[This post is slightly longer than our usual posts. I would like to thank a reader for drawing attention to a judgment that is the subject matter of this post]
Stamp duty on schemes of amalgamation undertaken through sections 391 to 394 of the Companies Act, 1956 have tended to experience a great deal of controversy, as we have previous discussed on this Blog (here, here and here). A recent judgment of the Bombay High Court may have stoked it further. While it is now more or less settled that schemes of amalgamation are subject to stamp duty in most states, the question of quantum of stamp duty (especially where companies involved in the amalgamation are incorporated in more than one state) was left open. This judgment seeks to answer that question.

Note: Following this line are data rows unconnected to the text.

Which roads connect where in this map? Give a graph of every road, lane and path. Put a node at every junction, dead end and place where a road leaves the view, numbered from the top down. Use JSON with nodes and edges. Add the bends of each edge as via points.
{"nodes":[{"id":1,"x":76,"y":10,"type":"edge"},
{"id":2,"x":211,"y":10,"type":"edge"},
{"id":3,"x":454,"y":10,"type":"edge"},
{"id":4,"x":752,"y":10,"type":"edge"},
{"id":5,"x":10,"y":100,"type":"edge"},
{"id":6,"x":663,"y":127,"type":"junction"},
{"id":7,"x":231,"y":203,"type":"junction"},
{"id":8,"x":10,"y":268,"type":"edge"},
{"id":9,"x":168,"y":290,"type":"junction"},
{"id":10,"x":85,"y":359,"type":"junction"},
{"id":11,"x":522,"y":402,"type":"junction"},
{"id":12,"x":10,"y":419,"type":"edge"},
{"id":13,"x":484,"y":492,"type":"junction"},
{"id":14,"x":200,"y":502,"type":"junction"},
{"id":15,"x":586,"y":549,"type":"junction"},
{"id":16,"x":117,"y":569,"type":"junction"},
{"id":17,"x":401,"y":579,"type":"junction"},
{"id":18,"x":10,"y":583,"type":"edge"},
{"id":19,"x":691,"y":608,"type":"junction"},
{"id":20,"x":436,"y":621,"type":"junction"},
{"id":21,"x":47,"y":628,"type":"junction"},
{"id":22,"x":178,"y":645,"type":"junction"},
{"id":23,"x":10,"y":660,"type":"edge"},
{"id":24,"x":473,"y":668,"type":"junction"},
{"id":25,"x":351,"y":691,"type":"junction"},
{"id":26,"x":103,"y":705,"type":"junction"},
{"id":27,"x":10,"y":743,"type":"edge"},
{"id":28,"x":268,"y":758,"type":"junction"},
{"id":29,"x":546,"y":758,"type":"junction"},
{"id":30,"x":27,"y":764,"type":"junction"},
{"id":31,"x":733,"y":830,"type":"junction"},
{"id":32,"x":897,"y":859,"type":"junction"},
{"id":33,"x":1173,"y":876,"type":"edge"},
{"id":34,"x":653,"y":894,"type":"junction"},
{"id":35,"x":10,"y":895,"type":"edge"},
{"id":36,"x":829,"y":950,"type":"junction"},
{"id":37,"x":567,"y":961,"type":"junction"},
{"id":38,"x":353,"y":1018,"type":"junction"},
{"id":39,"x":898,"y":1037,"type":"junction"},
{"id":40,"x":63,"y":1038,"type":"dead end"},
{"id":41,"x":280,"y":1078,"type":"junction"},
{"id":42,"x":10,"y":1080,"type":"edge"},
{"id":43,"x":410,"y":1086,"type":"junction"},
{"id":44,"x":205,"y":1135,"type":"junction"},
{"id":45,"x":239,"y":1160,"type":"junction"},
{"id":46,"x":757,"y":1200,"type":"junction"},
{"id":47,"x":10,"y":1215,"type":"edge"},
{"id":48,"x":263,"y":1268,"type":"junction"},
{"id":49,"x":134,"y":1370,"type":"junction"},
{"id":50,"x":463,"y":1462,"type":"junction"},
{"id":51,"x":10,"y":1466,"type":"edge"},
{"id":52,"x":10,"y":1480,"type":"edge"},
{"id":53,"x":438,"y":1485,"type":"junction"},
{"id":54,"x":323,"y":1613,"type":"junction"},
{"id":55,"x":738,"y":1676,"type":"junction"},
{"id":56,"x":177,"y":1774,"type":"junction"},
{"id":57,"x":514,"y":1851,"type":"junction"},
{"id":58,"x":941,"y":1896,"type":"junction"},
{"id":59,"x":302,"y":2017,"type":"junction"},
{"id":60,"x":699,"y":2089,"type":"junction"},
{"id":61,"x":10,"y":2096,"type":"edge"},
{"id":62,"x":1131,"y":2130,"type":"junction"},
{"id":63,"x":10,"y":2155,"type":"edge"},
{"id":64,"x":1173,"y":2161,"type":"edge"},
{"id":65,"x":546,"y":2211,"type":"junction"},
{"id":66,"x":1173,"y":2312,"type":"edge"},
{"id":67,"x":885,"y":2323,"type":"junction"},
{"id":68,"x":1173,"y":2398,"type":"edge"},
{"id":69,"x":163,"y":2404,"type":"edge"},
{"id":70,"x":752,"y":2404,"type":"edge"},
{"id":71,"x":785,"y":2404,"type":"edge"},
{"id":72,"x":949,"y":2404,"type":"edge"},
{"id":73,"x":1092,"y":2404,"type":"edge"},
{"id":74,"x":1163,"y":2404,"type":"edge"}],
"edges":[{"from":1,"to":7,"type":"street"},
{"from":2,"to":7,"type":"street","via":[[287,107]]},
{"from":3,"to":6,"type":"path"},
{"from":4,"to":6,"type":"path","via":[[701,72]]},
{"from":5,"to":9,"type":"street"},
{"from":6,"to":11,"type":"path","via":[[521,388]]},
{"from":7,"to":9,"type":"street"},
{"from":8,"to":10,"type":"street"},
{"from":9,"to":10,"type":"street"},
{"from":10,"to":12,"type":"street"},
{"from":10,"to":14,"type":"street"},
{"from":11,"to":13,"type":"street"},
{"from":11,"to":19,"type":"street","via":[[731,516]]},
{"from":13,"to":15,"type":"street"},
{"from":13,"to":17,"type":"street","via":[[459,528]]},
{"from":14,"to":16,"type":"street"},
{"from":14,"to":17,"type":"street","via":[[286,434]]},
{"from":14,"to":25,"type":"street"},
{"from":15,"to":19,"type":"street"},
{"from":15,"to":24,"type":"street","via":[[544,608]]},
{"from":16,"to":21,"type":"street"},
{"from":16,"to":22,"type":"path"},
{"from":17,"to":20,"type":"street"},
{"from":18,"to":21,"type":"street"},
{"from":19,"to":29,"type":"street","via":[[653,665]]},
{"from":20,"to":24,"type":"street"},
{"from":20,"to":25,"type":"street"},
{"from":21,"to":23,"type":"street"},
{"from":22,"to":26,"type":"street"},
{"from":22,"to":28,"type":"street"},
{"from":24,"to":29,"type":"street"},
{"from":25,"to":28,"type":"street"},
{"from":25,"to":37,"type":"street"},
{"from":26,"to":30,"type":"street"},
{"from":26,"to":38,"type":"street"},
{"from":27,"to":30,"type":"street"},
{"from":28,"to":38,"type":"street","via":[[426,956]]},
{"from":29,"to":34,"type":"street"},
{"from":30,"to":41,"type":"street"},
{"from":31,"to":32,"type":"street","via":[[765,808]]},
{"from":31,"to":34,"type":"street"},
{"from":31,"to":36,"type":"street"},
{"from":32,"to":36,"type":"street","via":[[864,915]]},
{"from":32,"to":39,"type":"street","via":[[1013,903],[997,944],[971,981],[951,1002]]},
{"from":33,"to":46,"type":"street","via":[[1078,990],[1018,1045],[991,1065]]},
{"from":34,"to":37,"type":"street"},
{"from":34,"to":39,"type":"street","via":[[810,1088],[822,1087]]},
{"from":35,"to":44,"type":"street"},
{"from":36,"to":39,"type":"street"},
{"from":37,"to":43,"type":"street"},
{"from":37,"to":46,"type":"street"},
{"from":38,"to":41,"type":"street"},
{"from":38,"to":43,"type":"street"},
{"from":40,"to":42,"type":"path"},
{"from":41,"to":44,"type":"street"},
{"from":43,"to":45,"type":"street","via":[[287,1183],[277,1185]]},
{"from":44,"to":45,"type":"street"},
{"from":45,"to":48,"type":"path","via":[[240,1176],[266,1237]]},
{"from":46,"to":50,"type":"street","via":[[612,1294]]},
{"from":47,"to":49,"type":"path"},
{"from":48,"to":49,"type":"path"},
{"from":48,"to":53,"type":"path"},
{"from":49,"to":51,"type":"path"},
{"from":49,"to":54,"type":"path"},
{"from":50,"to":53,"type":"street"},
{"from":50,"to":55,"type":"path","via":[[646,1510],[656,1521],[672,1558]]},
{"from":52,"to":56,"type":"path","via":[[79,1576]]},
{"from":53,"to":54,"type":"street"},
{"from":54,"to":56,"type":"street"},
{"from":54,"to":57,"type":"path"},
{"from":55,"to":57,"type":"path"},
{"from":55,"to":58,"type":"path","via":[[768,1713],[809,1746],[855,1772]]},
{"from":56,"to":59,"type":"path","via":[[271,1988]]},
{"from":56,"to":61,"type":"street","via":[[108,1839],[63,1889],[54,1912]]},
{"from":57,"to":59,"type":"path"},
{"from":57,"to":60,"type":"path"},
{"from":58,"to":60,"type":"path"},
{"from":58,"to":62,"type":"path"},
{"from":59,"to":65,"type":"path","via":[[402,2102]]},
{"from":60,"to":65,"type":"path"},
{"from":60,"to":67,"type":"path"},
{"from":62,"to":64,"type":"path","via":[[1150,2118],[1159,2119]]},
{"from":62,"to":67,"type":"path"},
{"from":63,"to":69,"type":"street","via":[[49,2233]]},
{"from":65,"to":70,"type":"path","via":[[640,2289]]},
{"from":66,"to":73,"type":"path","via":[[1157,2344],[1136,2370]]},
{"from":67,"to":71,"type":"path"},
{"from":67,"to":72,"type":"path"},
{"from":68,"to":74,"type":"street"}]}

In Chief Controlling Revenue Authority v. Reliance Industries Limited, a Full Bench of the Bombay High Court was concerned with the amalgamation of Reliance Petroleum Limited (RPL) into Reliance Industries Limited (RIL), whereby the assets, liabilities and entire undertaking of RPL were to be transferred to and vested in RIL. While RPL was incorporated in the state of Gujarat, RIL was incorporated in Maharashtra. For this reason, the High Courts of both the states were seized of the matter, and passed separate orders sanctioning the scheme after the companies complied with the necessary formalities. While the Bombay High Court passed its order (on a petition by RIL) on June 7, 2002, the Gujarat High Court passed its order (on a petition by RPL) subsequently on September 13, 2002. After both the orders were passed, RIL paid a stamp duty of Rs. 10 crores in the State of Gujarat on the order passed on the Gujarat High Court. Given that the stamp duty of a maximum of Rs. 25 crores was payable in Maharashtra on the amalgamation, RIL took up the contention that it only needed to pay Rs. 15 crores, claiming credit for the Rs. 10 crores that it had already paid in Gujarat. The revenue authorities in Maharashtra refused to accept this position, and instead sought full stamp duty. After a series of appeals, the revenue authorities in Maharashtra preferred a reference to the Bombay High Court to decide on the questions of law.
The Court identified the questions for consideration as follows:
1. Whether a scheme sanctioned between the two companies under Section 391 and 394 of the Companies Act is one and same document chargeable to stamp duty regardless of the fact that order sanctioning the scheme may have been passed by two different High Courts by virtue of the fact that the Registered Offices of the two Companies are situated in two different states?
2. Whether the instrument in respect of amalgamation or compromise or scheme between the two companies is such a scheme, compromise or arrangement and the orders sanctioning the same are incidental as the computation of stamp duty and valuation is solely based on the scheme and scheme alone?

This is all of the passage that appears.